Directions:
Exact copy without images: repeat every entry as written.

The records:
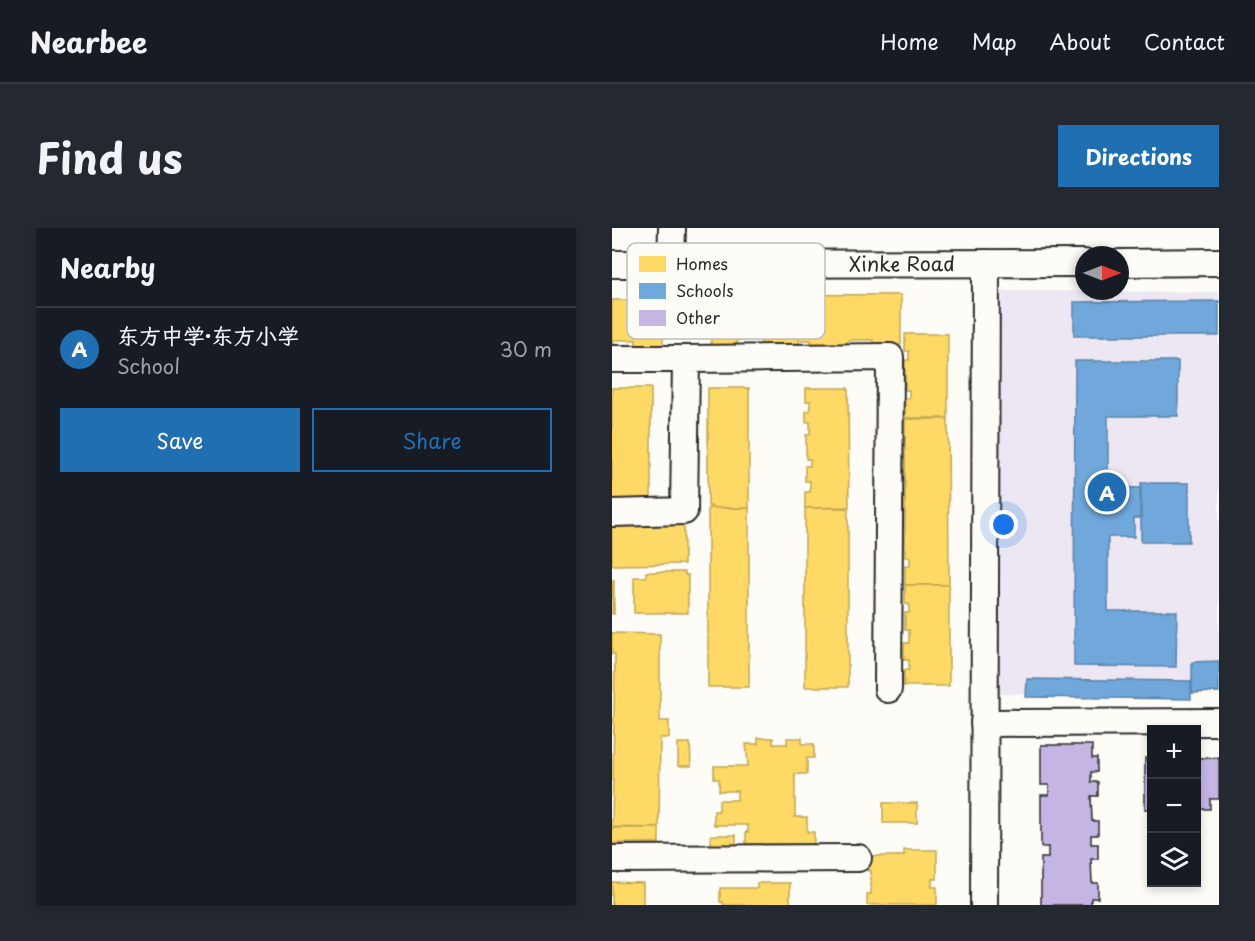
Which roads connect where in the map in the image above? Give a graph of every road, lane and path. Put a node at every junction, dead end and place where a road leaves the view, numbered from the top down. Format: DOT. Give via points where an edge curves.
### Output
graph roads {
  1 [pos="672,228"];
  2 [pos="672,243"];
  3 [pos="1219,262"];
  4 [pos="986,263"];
  5 [pos="1075,263"];
  6 [pos="1129,263"];
  7 [pos="825,264"];
  8 [pos="686,358"];
  9 [pos="612,359"];
  10 [pos="612,513"];
  11 [pos="888,689"];
  12 [pos="1219,722"];
  13 [pos="984,723"];
  14 [pos="858,858"];
  15 [pos="612,859"];
  16 [pos="984,905"];
  1 -- 2 [label="street"];
  3 -- 6 [label="street"];
  4 -- 5 [label="street, Xinke Road"];
  4 -- 7 [label="street, Xinke Road"];
  4 -- 13 [label="street"];
  8 -- 9 [label="street"];
  8 -- 10 [label="street" via="684,511"];
  8 -- 11 [label="street" via="890,357"];
  12 -- 13 [label="street"];
  13 -- 16 [label="street"];
  14 -- 15 [label="street"];
}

Solved exercise:
Which roads connect where in the map in the image above? Give a graph of every road, lane and path. Put a node at every junction, dead end and place where a road leaves the view, numbered from the top down. Format: DOT. Give via points where an edge curves.
### Output
graph roads {
  1 [pos="672,228"];
  2 [pos="672,243"];
  3 [pos="1219,262"];
  4 [pos="986,263"];
  5 [pos="1075,263"];
  6 [pos="1129,263"];
  7 [pos="825,264"];
  8 [pos="686,358"];
  9 [pos="612,359"];
  10 [pos="612,513"];
  11 [pos="888,689"];
  12 [pos="1219,722"];
  13 [pos="984,723"];
  14 [pos="858,858"];
  15 [pos="612,859"];
  16 [pos="984,905"];
  1 -- 2 [label="street"];
  3 -- 6 [label="street"];
  4 -- 5 [label="street, Xinke Road"];
  4 -- 7 [label="street, Xinke Road"];
  4 -- 13 [label="street"];
  8 -- 9 [label="street"];
  8 -- 10 [label="street" via="684,511"];
  8 -- 11 [label="street" via="890,357"];
  12 -- 13 [label="street"];
  13 -- 16 [label="street"];
  14 -- 15 [label="street"];
}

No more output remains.